In one example, Bluetooth GPS enabled flash interval timers alert runners and walkers to pre determined time or distance milestones.

In one example, remote switching allows runners and walkers to remotely operate light units.

In one example, smart phone integration would provide compatibility with various sport and fitness smart phone applications.

In one example, battery conservation features would be provided, such as the lights switching off when in the up back-kick position.

The light housing may include, a translucent glowing case to enhance design, visibility and desirability.

Flash Interval timers can mark increments of time (such as every 5 minutes, 1 minute, repeat)

A battery level identification can be provided, such as through side red LEDs.

Specialty brackets can be provided fro other sports or activities so that the light housing can be removed from a shoe and used in the bracket.

Shoe Light Systems

In one example, the shoe lights are provided as a kit comprising two shoe lights and a recharging unit.

While exemplary embodiments of the invention have been described, it should be apparent that modifications and variations thereto are possible, all of which fall within the true spirit and scope of the invention. With respect to the above descriptions then, it is to be realized that the optimum relationships for the components and steps of the invention, including variations in order, form, content, function and manner of operation, are deemed readily apparent and obvious to one skilled in the art, and all equivalent relationships to those illustrated in the drawings and described in the specification are intended to be encompassed by the present invention. The above description and drawings are illustrative of modifications that can be made without departing from the present invention, the scope of which is to be limited only by the following claims.

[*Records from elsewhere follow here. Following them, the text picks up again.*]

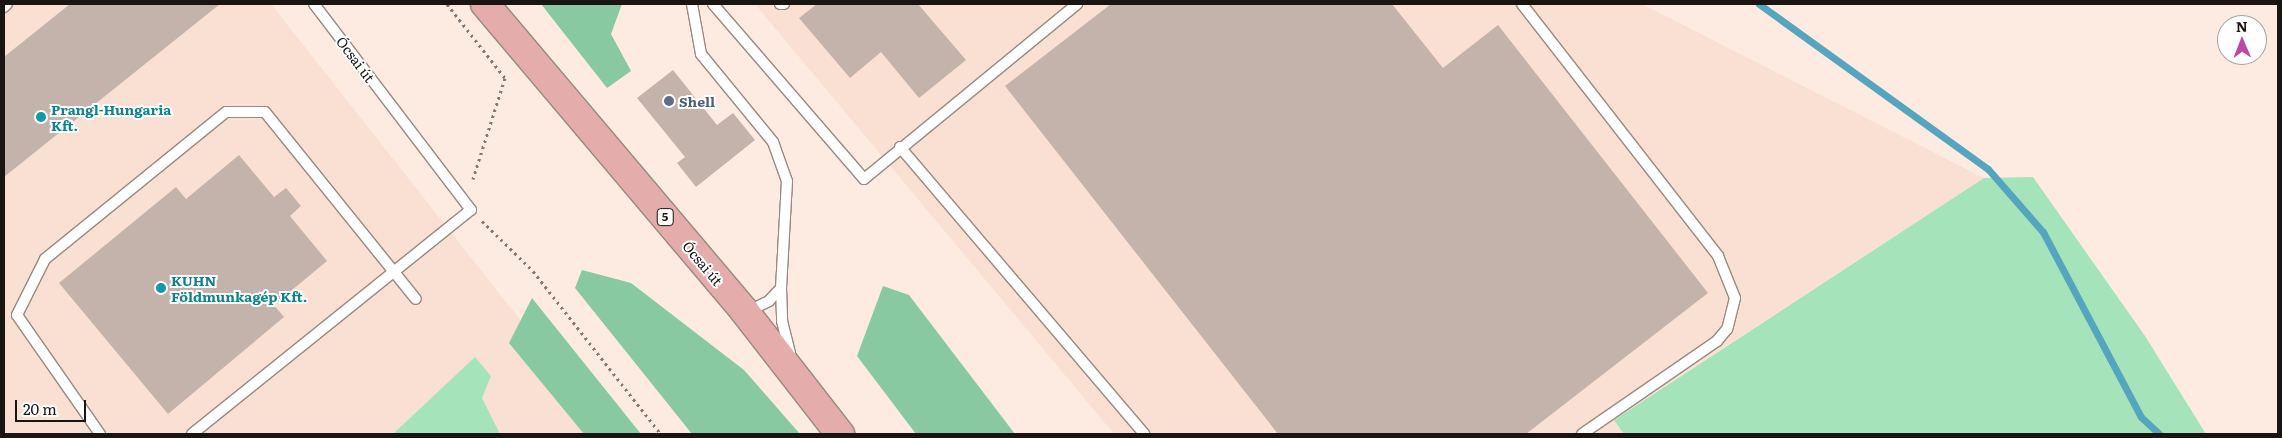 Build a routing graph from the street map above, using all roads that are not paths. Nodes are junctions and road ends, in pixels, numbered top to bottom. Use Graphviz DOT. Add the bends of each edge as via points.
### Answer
graph roads {
  1 [pos="7,4"];
  2 [pos="314,4"];
  3 [pos="485,4"];
  4 [pos="692,4"];
  5 [pos="713,4"];
  6 [pos="780,4"];
  7 [pos="784,4"];
  8 [pos="1077,4"];
  9 [pos="1522,4"];
  10 [pos="4,7"];
  11 [pos="900,147"];
  12 [pos="395,269"];
  13 [pos="781,288"];
  14 [pos="416,299"];
  15 [pos="745,312"];
  16 [pos="100,434"];
  17 [pos="192,434"];
  18 [pos="840,434"];
  19 [pos="1144,434"];
  20 [pos="1582,434"];
  1 -- 10 [label="lane"];
  2 -- 12 [label="lane, Ócsai út" via="471,210"];
  3 -- 15 [label="main road, Ócsai út / 5"];
  4 -- 13 [label="lane" via="701,54 773,142 784,165 787,198"];
  5 -- 11 [label="lane" via="864,179"];
  6 -- 7 [label="lane"];
  8 -- 11 [label="lane"];
  9 -- 20 [label="lane" via="1718,256 1735,298 1727,329 1717,341"];
  11 -- 19 [label="lane"];
  12 -- 14 [label="lane"];
  12 -- 16 [label="lane" via="265,112 226,112 44,259 16,315"];
  12 -- 17 [label="lane"];
  13 -- 15 [label="lane" via="770,301"];
  13 -- 18 [label="lane" via="786,346"];
  15 -- 18 [label="main road, Ócsai út / 5"];
}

Therefore, the foregoing is considered as illustrative only of the principles of the invention. Further, since numerous modifications and changes will readily occur to those skilled in the art, it is not desired to limit the invention to the exact construction and operation shown and described, and accordingly, all suitable modifications and equivalents are intended to fall within the scope of the invention as claimed.